▶ [DESCRIPTION OF THE TASK]:
The records sit below. Return every line in them that holds the word "CENTRAL".
** Opening DATASET block **
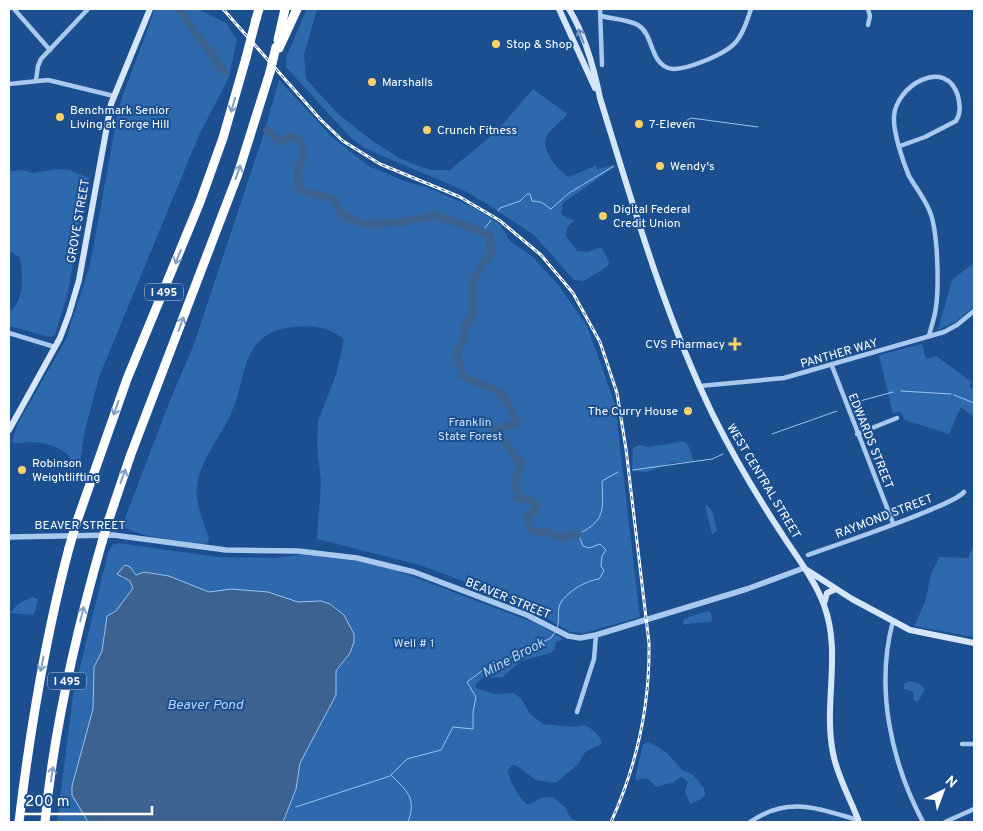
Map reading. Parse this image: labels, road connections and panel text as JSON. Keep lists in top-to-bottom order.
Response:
{
  "streets": {
    "highway": ["I 495"],
    "main road": ["GROVE STREET", "WEST CENTRAL STREET"],
    "street": [
      "PANTHER WAY",
      "EDWARDS STREET",
      "RAYMOND STREET",
      "BEAVER STREET"
    ]
  },
  "crossings": [
    ["PANTHER WAY", "EDWARDS STREET"],
    ["PANTHER WAY", "WEST CENTRAL STREET"],
    ["EDWARDS STREET", "RAYMOND STREET"],
    ["WEST CENTRAL STREET", "BEAVER STREET"]
  ],
  "water": ["Mine Brook", "Beaver Pond"],
  "parks": ["Franklin State Forest", "Well # 1"],
  "places": {
    "other": [
      "Stop & Shop",
      "Marshalls",
      "Benchmark Senior Living at Forge Hill",
      "7-Eleven",
      "Crunch Fitness",
      "Wendy's",
      "Digital Federal Credit Union",
      "The Curry House",
      "Robinson Weightlifting"
    ],
    "health": ["CVS Pharmacy"]
  },
  "scale_bar": "200 m",
  "north": "top right"
}
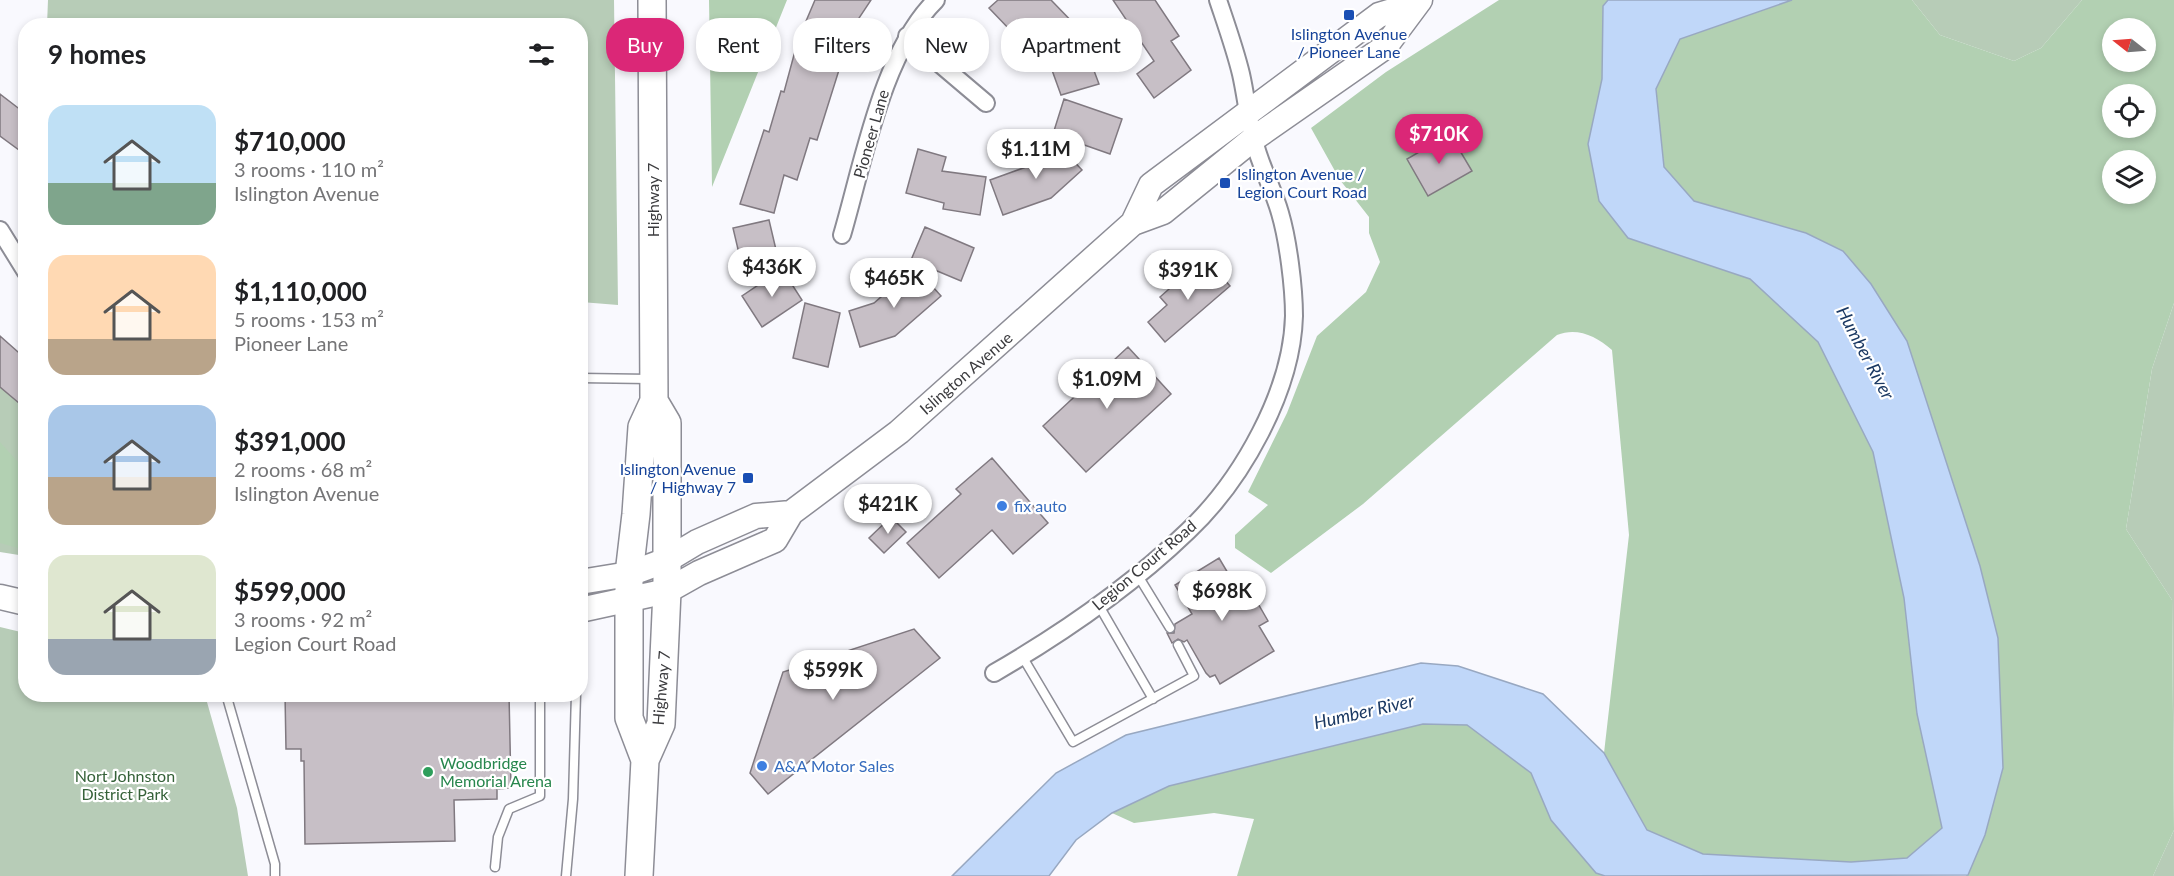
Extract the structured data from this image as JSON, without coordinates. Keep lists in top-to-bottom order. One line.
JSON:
{"streets":{"main road":["Highway 7","Islington Avenue"],"street":["Pioneer Lane","Legion Court Road"]},"crossings":[["Highway 7","Islington Avenue"],["Islington Avenue","Legion Court Road"]],"water":["Humber River"],"parks":["Nort Johnston District Park"],"places":{"transit":["Islington Avenue / Pioneer Lane","Islington Avenue / Legion Court Road","Islington Avenue / Highway 7"],"other":["fix auto","A&A Motor Sales","Woodbridge Memorial Arena"]},"north":"left","page":{"chip":["Buy","Rent","Filters","New","Apartment"],"heading":"9 homes","list":[{"name":"$710,000","note":"3 rooms · 110 m² · Islington Avenue"},{"name":"$1,110,000","note":"5 rooms · 153 m² · Pioneer Lane"},{"name":"$391,000","note":"2 rooms · 68 m² · Islington Avenue"},{"name":"$599,000","note":"3 rooms · 92 m² · Legion Court Road"}],"price":["$710K","$1.11M","$436K","$391K","$465K","$1.09M","$421K","$698K","$599K"]}}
** Closing DATASET block **
▶ [RESULT BELOW]:
    "main road": ["GROVE STREET", "WEST CENTRAL STREET"],
    ["PANTHER WAY", "WEST CENTRAL STREET"],
    ["WEST CENTRAL STREET", "BEAVER STREET"]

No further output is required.